I was teaching a pre-intermediate class recently – the classic “present yourself” lesson plan. I noted a couple of their mistakes:
- “I am studying here for 3 weeks.”
- “I am unemployed since January.”
Instinctively, I prepared for a grammar session, in which students would have unquestioningly accepted their mistakes and noted the corrections. But in looking at these mistakes from another perspective, they represented examples of grammatically correct ‘chunks’ (for Michael Lewis fans), simply mismatched. For instance:
- “I am studying here,” well formed positive progressive statement.
- “for 3 weeks,” correctly constructed prepositional time adverbial.
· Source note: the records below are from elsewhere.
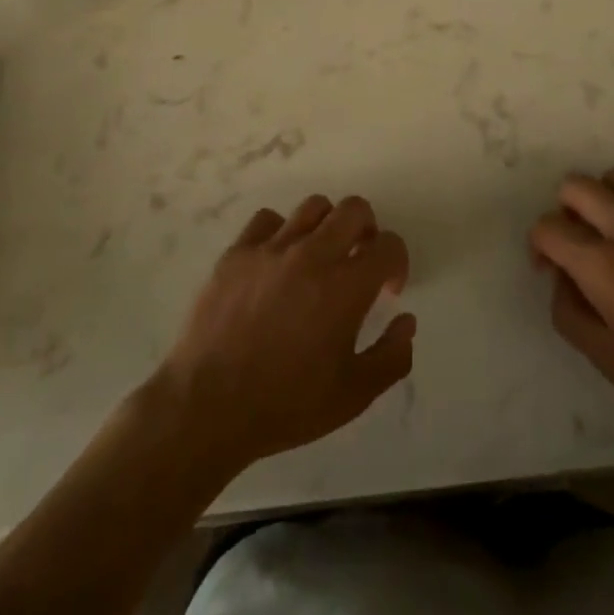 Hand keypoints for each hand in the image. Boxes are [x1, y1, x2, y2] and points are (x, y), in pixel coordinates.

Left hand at [153, 195, 413, 470]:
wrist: (206, 407)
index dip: (397, 261)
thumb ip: (391, 357)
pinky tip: (277, 261)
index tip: (387, 288)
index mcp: (345, 287)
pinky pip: (267, 220)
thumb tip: (406, 321)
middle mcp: (312, 255)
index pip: (388, 245)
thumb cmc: (285, 405)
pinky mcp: (238, 252)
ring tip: (319, 256)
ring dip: (326, 226)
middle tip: (359, 259)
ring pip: (313, 207)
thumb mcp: (352, 396)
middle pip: (354, 209)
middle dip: (367, 229)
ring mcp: (271, 248)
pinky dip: (280, 232)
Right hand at [530, 168, 613, 455]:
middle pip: (576, 186)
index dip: (540, 244)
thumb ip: (570, 316)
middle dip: (567, 211)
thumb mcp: (612, 363)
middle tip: (582, 240)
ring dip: (608, 199)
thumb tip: (561, 280)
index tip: (552, 266)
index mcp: (603, 267)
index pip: (548, 228) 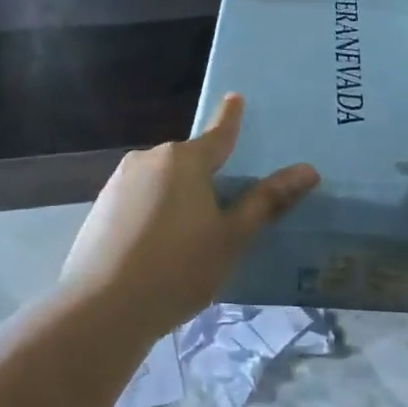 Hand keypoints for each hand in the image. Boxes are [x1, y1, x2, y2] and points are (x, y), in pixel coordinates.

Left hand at [60, 93, 318, 338]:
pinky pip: (139, 200)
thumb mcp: (231, 238)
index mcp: (185, 160)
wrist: (102, 309)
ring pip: (161, 181)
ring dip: (177, 197)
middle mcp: (149, 159)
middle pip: (188, 161)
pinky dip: (153, 213)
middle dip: (205, 176)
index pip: (218, 134)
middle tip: (223, 210)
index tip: (235, 97)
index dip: (231, 118)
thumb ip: (266, 202)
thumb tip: (307, 170)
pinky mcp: (100, 208)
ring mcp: (119, 182)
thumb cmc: (178, 269)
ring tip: (188, 239)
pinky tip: (156, 248) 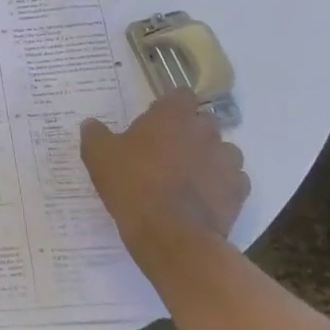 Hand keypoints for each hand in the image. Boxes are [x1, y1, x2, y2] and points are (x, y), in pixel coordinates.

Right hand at [81, 92, 249, 249]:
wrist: (171, 235)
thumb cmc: (132, 185)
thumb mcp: (98, 156)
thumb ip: (95, 134)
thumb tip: (91, 124)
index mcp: (173, 115)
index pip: (181, 94)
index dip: (169, 106)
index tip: (155, 120)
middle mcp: (205, 131)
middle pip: (203, 122)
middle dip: (189, 132)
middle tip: (166, 150)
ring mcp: (226, 162)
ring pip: (222, 150)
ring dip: (208, 157)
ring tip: (187, 175)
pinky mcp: (239, 192)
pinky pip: (233, 180)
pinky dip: (221, 185)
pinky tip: (202, 198) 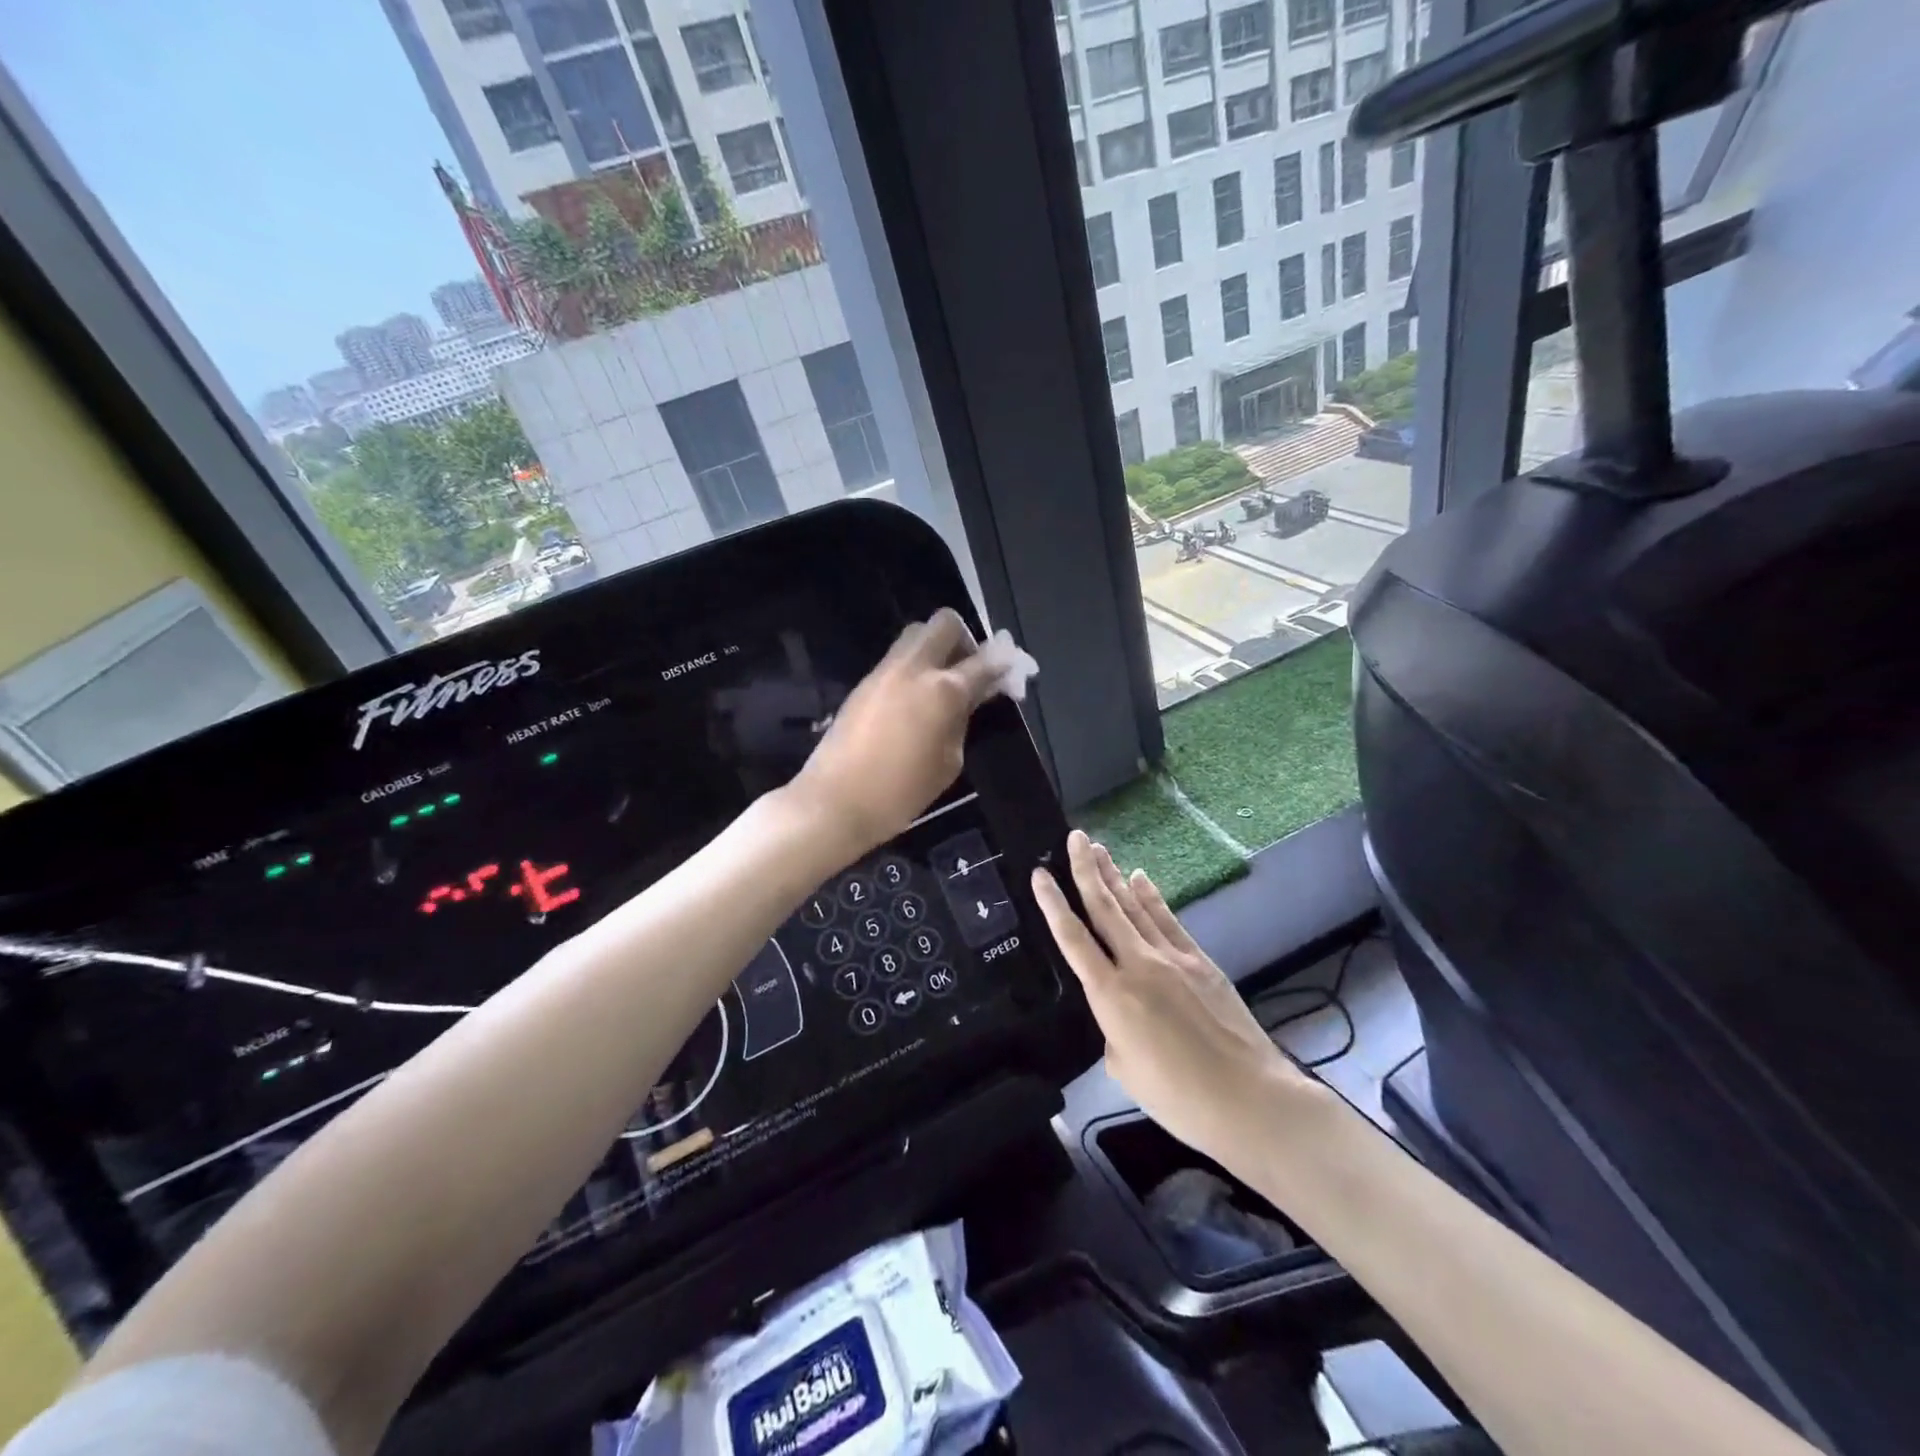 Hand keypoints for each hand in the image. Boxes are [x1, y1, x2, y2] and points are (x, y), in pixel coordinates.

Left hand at [790, 609, 1001, 856]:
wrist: (835, 802)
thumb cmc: (901, 792)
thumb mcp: (948, 762)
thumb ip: (963, 721)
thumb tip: (970, 698)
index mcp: (943, 690)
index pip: (984, 662)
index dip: (1003, 663)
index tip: (1012, 669)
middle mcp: (914, 668)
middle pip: (945, 623)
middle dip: (964, 639)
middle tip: (969, 670)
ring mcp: (884, 671)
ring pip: (916, 634)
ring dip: (936, 648)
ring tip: (941, 685)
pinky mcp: (864, 682)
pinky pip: (897, 658)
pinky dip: (914, 666)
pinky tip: (916, 699)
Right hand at [1032, 832, 1309, 1167]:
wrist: (1249, 1098)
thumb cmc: (1178, 1097)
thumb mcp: (1124, 1068)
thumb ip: (1113, 1029)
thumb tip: (1121, 1012)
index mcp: (1111, 995)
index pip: (1073, 939)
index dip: (1053, 904)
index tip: (1039, 874)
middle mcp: (1138, 964)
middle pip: (1105, 907)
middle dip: (1086, 869)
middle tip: (1074, 837)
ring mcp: (1173, 958)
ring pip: (1134, 906)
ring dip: (1114, 875)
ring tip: (1098, 848)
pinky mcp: (1200, 961)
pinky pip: (1168, 919)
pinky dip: (1151, 896)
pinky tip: (1139, 877) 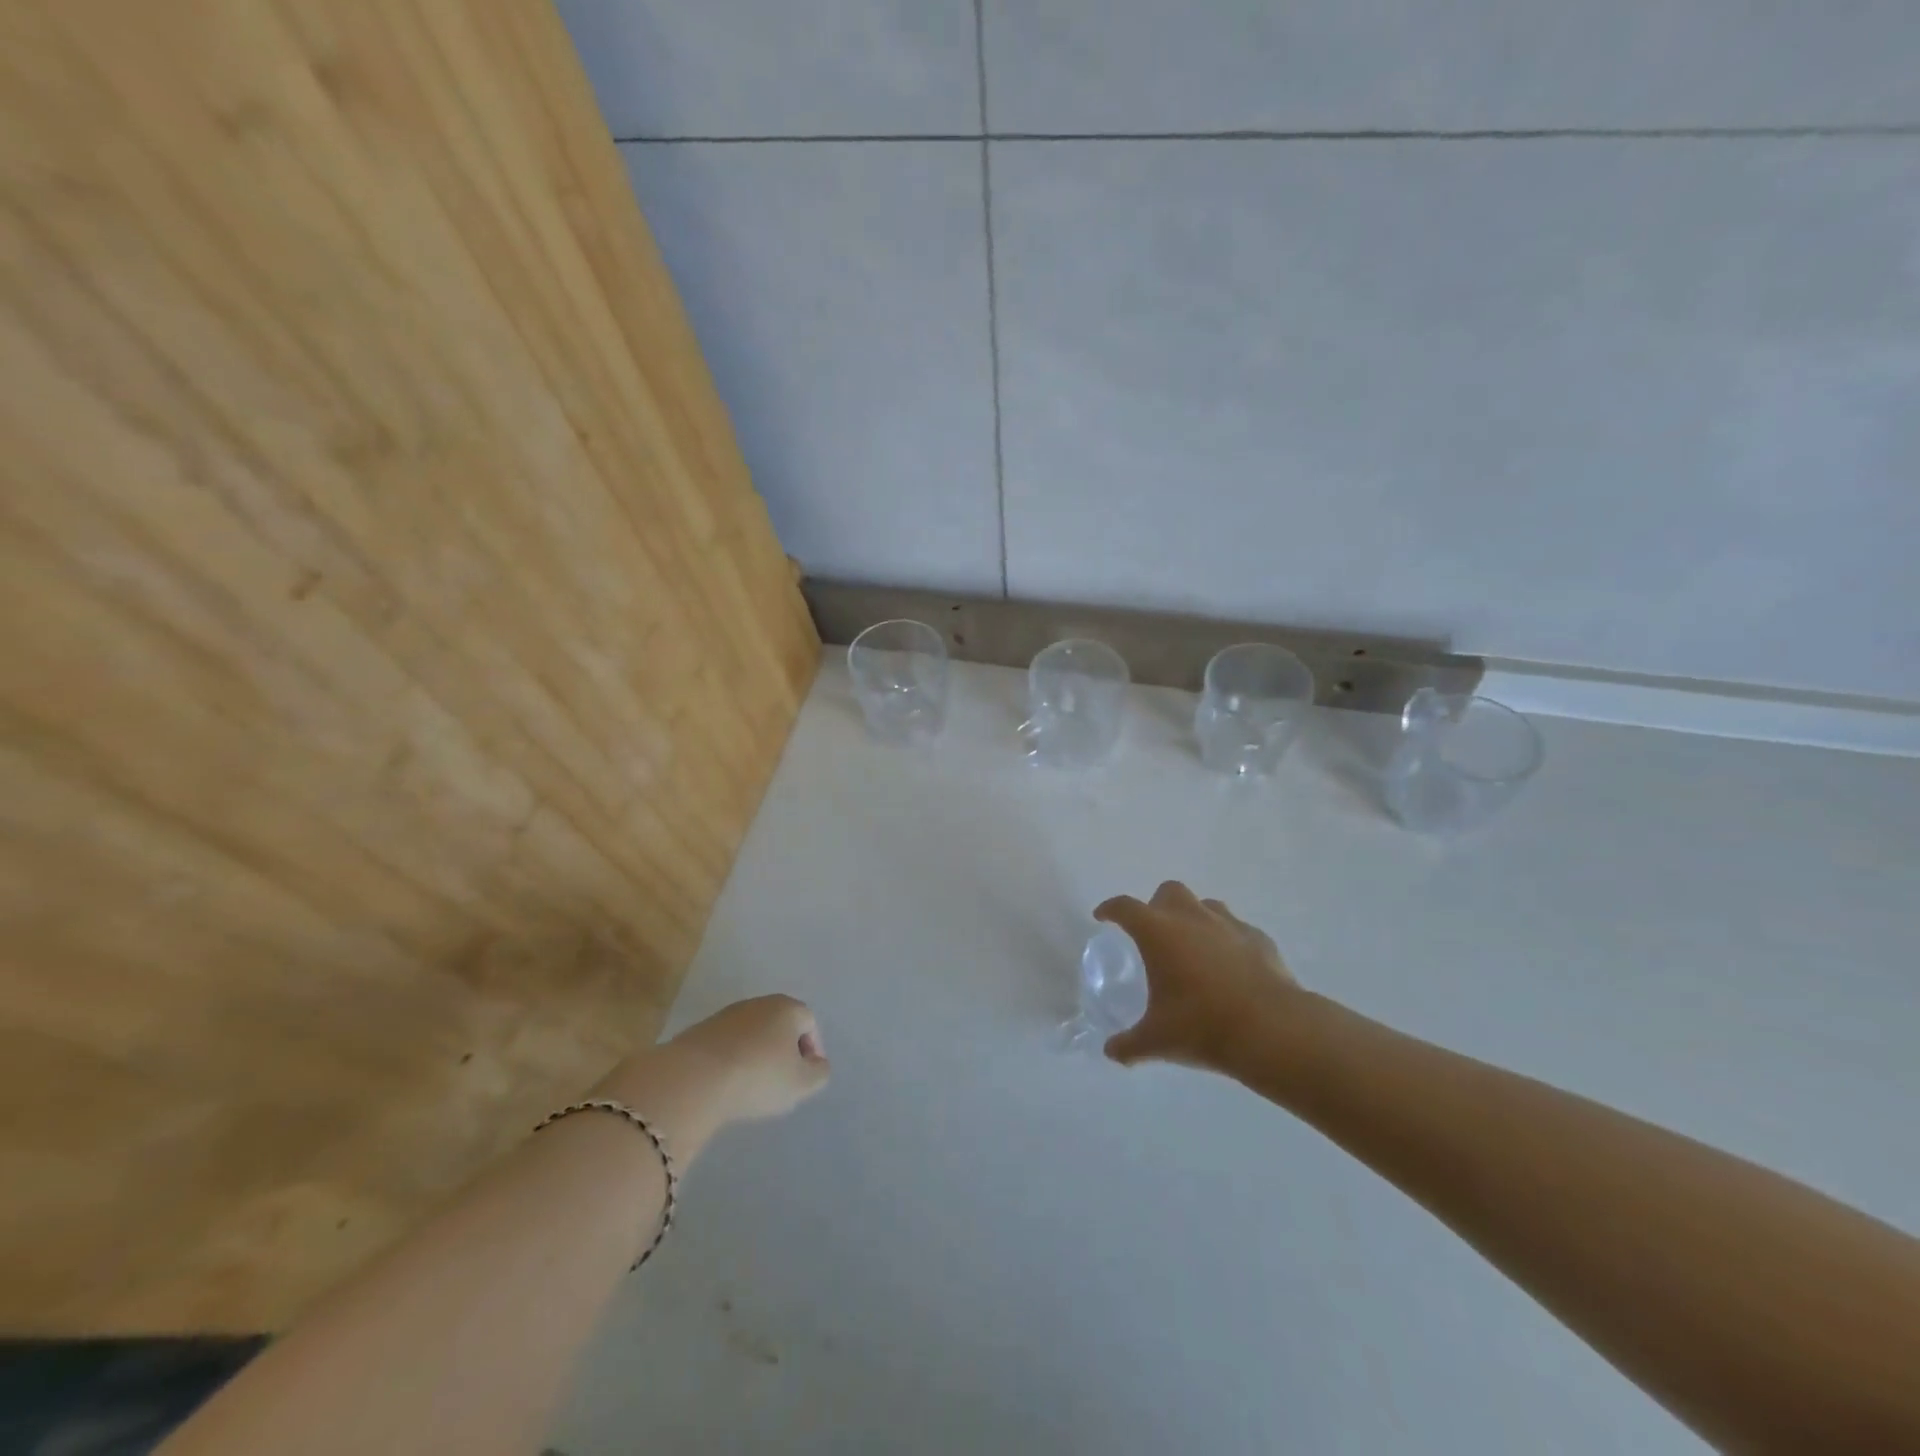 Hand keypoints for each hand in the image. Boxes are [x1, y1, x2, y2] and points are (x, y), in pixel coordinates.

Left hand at [665, 995, 830, 1123]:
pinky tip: (727, 1082)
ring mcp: (727, 1014)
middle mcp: (759, 1003)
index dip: (812, 1049)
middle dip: (784, 1049)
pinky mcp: (700, 1030)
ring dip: (757, 1053)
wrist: (694, 1078)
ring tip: (752, 1084)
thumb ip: (819, 1073)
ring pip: (752, 1032)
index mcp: (788, 1008)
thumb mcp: (802, 1084)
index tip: (805, 1075)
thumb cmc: (758, 1077)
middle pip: (780, 1023)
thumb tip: (817, 1063)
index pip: (809, 1022)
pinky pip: (727, 1043)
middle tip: (781, 1080)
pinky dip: (732, 1058)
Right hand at [1096, 881, 1301, 1072]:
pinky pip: (1236, 929)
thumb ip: (1129, 1044)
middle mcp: (1191, 918)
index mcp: (1158, 932)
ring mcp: (1228, 924)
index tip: (1103, 916)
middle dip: (1157, 906)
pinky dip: (1227, 940)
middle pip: (1168, 892)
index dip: (1110, 909)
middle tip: (1154, 933)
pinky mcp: (1259, 938)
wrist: (1273, 1030)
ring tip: (1193, 947)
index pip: (1125, 908)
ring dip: (1194, 918)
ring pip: (1205, 905)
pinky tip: (1229, 966)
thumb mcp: (1157, 1041)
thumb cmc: (1203, 1026)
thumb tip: (1111, 1053) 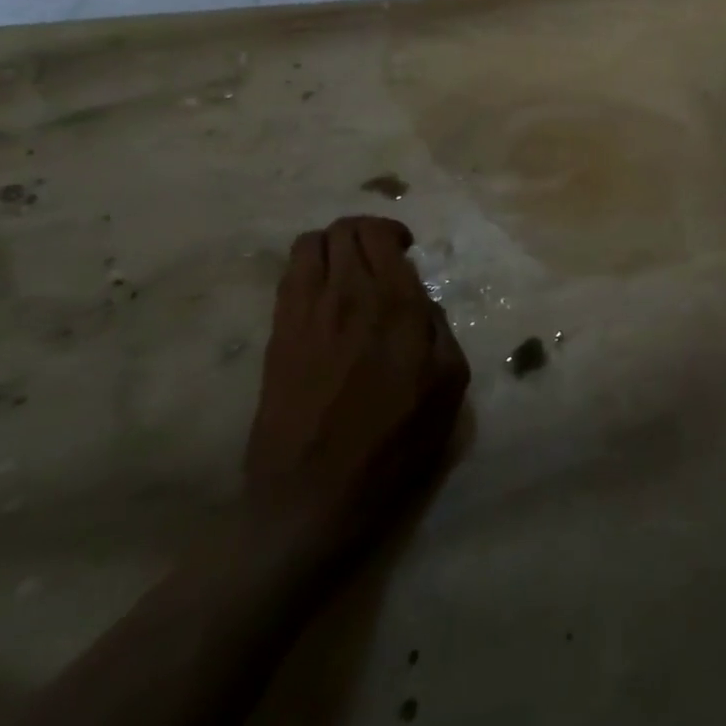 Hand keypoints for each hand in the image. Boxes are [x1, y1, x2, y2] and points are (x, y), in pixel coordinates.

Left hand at [245, 217, 469, 528]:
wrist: (312, 496)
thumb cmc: (392, 446)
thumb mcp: (448, 388)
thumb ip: (440, 330)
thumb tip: (421, 303)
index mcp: (395, 304)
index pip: (381, 235)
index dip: (393, 232)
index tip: (405, 251)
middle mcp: (347, 294)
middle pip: (345, 229)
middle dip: (365, 232)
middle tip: (380, 258)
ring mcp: (305, 311)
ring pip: (312, 243)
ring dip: (333, 245)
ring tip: (347, 270)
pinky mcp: (277, 332)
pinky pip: (288, 275)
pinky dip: (307, 268)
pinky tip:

In another context, matched with a different chunk, these constructions would have been commendable. So I took a different approach: I drew squares around the chunks, praised their formation and demonstrated alternative partner chunks that would have been grammatically appropriate.
This all sounds like “So, what’s new?” kind of stuff, but it went down really well with the students. It was like I lifted that layer of punishment or criticism that comes with mistake correction and replaced it with praise and discussion.
It reminded me that correction can go down differently with students depending on our approach. It also reminded me that delayed error correction, although arguably less effective than immediate feedback, is a stress-free and holistic approach whose overall benefits outweigh its disadvantages.
In conclusion, I’ve reinforced my belief that self-reflection concerning teaching in general is essential, and can lead to the kind of experimentation and habit-changing that allows us to better satisfy students’ particular needs. As you can imagine, I’m a big fan of experimental practice, and evaluating each experiment is the only way to really learn and improve as a teacher.